*** Opening SUPPLIED INFORMATION ***
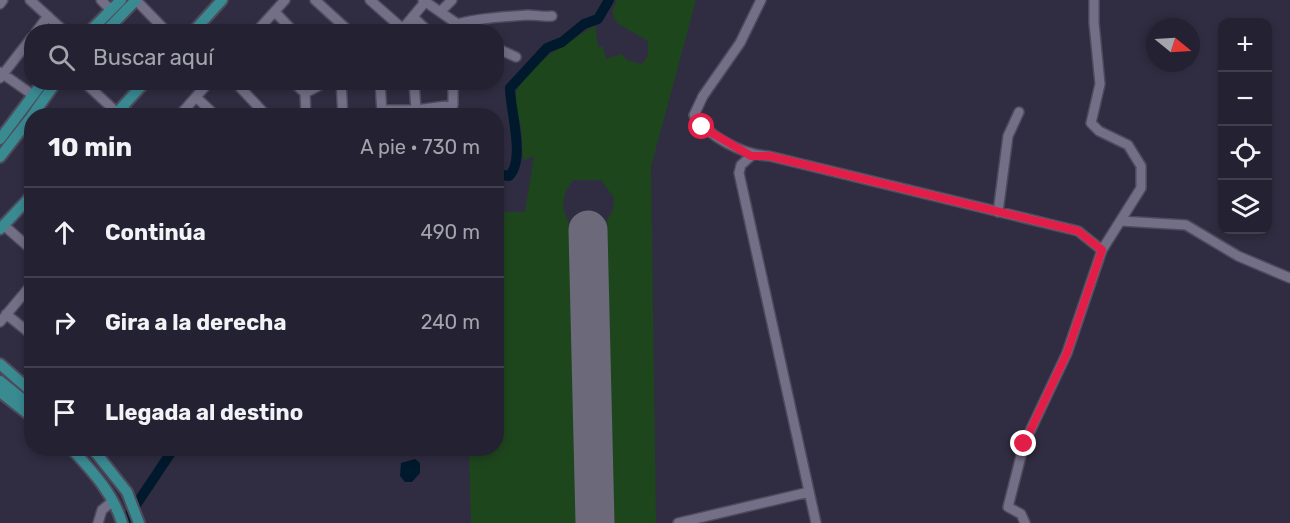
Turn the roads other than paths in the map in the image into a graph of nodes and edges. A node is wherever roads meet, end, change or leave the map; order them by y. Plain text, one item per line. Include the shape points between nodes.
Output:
1 (30, 0) edge
2 (101, 0) edge
3 (121, 0) edge
4 (136, 0) edge
5 (213, 0) edge
6 (222, 0) edge
7 (285, 0) edge
8 (370, 0) edge
9 (452, 0) edge
10 (761, 0) edge
11 (1094, 0) edge
12 (424, 1) edge
13 (322, 2) edge
14 (111, 10) junction
15 (274, 12) junction
16 (440, 12) junction
17 (48, 16) junction
18 (552, 16) dead end
19 (413, 17) junction
20 (42, 24) edge
21 (56, 24) edge
22 (97, 24) edge
23 (113, 24) edge
24 (159, 24) edge
25 (191, 24) edge
26 (204, 24) edge
27 (263, 24) edge
28 (286, 24) edge
29 (343, 24) edge
30 (395, 24) edge
31 (407, 24) edge
32 (420, 24) edge
33 (458, 24) joint
34 (24, 47) edge
35 (504, 52) edge
36 (516, 57) dead end
37 (1, 74) edge
38 (24, 89) edge
39 (25, 90) edge
40 (37, 90) edge
41 (50, 90) edge
42 (92, 90) edge
43 (130, 90) edge
44 (136, 90) edge
45 (202, 90) edge
46 (243, 90) edge
47 (302, 90) edge
48 (311, 90) edge
49 (341, 90) edge
50 (381, 90) edge
51 (415, 90) edge
52 (453, 90) edge
53 (305, 93) junction
54 (33, 95) junction
55 (196, 97) junction
56 (40, 105) junction
57 (34, 108) edge
58 (38, 108) edge
59 (111, 108) edge
60 (116, 108) edge
61 (117, 108) edge
62 (186, 108) edge
63 (208, 108) edge
64 (259, 108) edge
65 (306, 108) edge
66 (343, 108) edge
67 (382, 108) edge
68 (416, 108) edge
69 (431, 108) edge
70 (1019, 112) dead end
71 (24, 113) edge
72 (15, 118) junction
73 (24, 134) edge
74 (0, 138) edge
75 (751, 156) junction
76 (0, 158) edge
77 (24, 205) edge
78 (24, 211) edge
79 (998, 212) junction
80 (1121, 221) junction
81 (4, 229) edge
82 (0, 238) edge
83 (24, 244) edge
84 (1102, 250) junction
85 (1290, 278) edge
86 (24, 293) edge
87 (3, 318) edge
88 (24, 330) edge
89 (0, 364) edge
90 (0, 371) edge
91 (0, 381) edge
92 (24, 381) edge
93 (24, 391) edge
94 (0, 392) edge
95 (24, 400) edge
96 (6, 402) edge
97 (24, 412) edge
98 (78, 456) edge
99 (87, 456) edge
100 (99, 456) edge
101 (809, 492) junction
102 (122, 505) junction
103 (137, 522) edge
104 (98, 523) edge
105 (122, 523) edge
106 (678, 523) edge
107 (816, 523) edge
108 (1025, 523) edge

1 - 17 street
2 - 14 street
3 - 14 main road
4 - 23 main road
4 - 24 street
5 - 25 main road
6 - 26 main road
7 - 15 street
8 - 30 street
9 - 16 street
10 - 75 street via 740,43 694,115 702,127
11 - 80 street via 1100,84 1091,123 1128,145 1141,166 1141,188
12 - 16 street
12 - 19 street
13 - 29 street
14 - 22 main road
15 - 27 street
15 - 28 street
16 - 33 street
17 - 20 street
17 - 21 street
18 - 33 street
19 - 31 street
19 - 32 street
34 - 37 street
35 - 36 street
37 - 38 street
39 - 54 street
40 - 54 main road
41 - 56 main road
42 - 59 street
43 - 60 main road
44 - 61 main road
45 - 55 street
46 - 64 street
47 - 53 street
48 - 53 street
49 - 66 street
50 - 67 street
51 - 68 street
52 - 69 street via 453,105
53 - 65 street
54 - 72 main road
55 - 62 street
55 - 63 street
56 - 57 main road
56 - 58 main road
70 - 79 street via 1008,136
71 - 72 main road
72 - 74 main road
73 - 76 main road
75 - 79 street via 769,156
75 - 101 street via 739,173
77 - 81 main road
78 - 81 main road
79 - 84 street via 1078,231
80 - 84 street
80 - 85 street via 1186,225 1238,256
81 - 82 main road
81 - 83 street
84 - 108 street via 1067,353 1024,444 1008,507 1021,514
86 - 87 street
87 - 88 street
89 - 92 main road
90 - 93 main road
91 - 95 main road
94 - 96 main road
96 - 97 main road
98 - 102 main road
99 - 102 main road via 108,480
100 - 102 main road via 116,476
101 - 106 street
101 - 107 street
102 - 103 main road
102 - 104 street via 102,510
102 - 105 main road

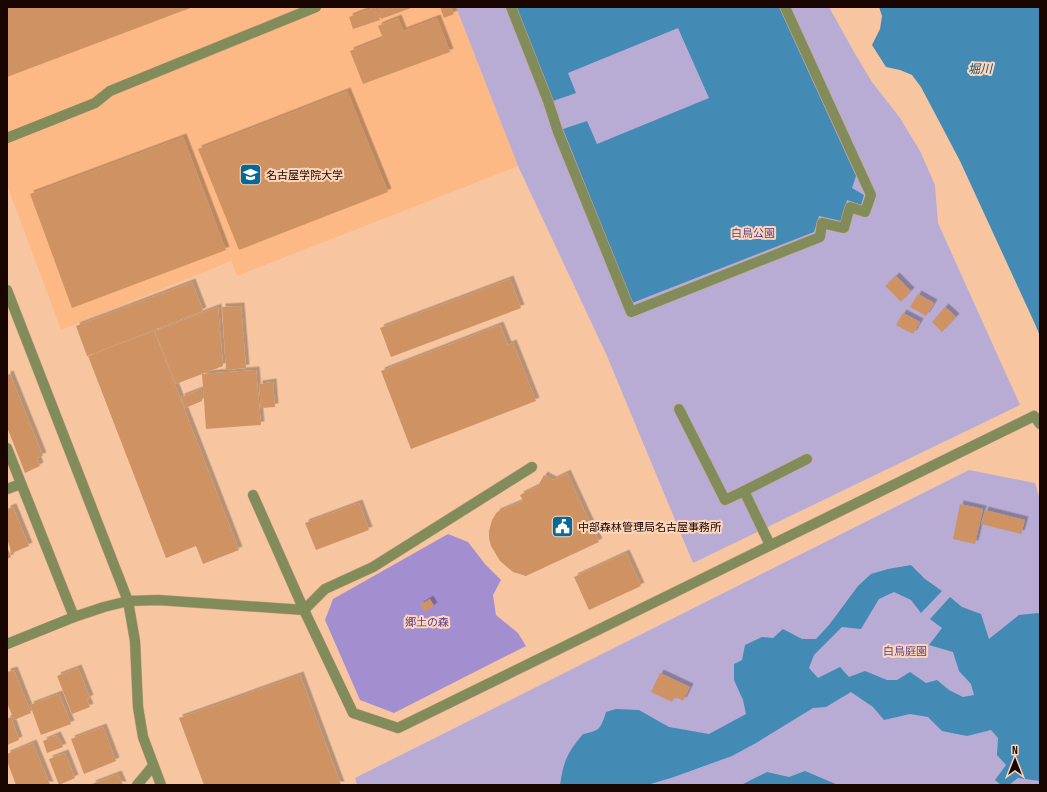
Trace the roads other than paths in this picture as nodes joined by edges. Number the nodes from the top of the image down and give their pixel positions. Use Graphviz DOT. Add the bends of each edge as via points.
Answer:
graph roads {
  1 [pos="316,7"];
  2 [pos="511,7"];
  3 [pos="785,7"];
  4 [pos="7,138"];
  5 [pos="7,290"];
  6 [pos="678,409"];
  7 [pos="1037,420"];
  8 [pos="7,448"];
  9 [pos="807,459"];
  10 [pos="532,467"];
  11 [pos="21,484"];
  12 [pos="7,489"];
  13 [pos="744,491"];
  14 [pos="254,495"];
  15 [pos="770,545"];
  16 [pos="128,601"];
  17 [pos="304,610"];
  18 [pos="74,617"];
  19 [pos="7,644"];
  20 [pos="153,766"];
  21 [pos="137,785"];
  22 [pos="161,785"];
  1 -- 4 [label="street" via="110,91 95,103"];
  2 -- 3 [label="street" via="558,132 631,312 820,237 822,223 844,228 850,207 865,212 871,195"];
  5 -- 16 [label="street"];
  6 -- 13 [label="street" via="725,500"];
  7 -- 15 [label="street"];
  8 -- 11 [label="street"];
  9 -- 13 [label="street"];
  10 -- 17 [label="street" via="373,567 325,589"];
  11 -- 12 [label="street"];
  11 -- 18 [label="street"];
  13 -- 15 [label="street"];
  14 -- 17 [label="street"];
  15 -- 17 [label="street" via="398,728 353,713"];
  16 -- 17 [label="street" via="158,600"];
  16 -- 18 [label="street"];
  16 -- 20 [label="street" via="135,640 138,707 143,737"];
  18 -- 19 [label="street"];
  20 -- 21 [label="street"];
  20 -- 22 [label="street"];
}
*** Closing SUPPLIED INFORMATION ***
Select, from the listing, all lines that include the word "dead".

● RESPONSE TO THE TASK:
18 (552, 16) dead end
36 (516, 57) dead end
70 (1019, 112) dead end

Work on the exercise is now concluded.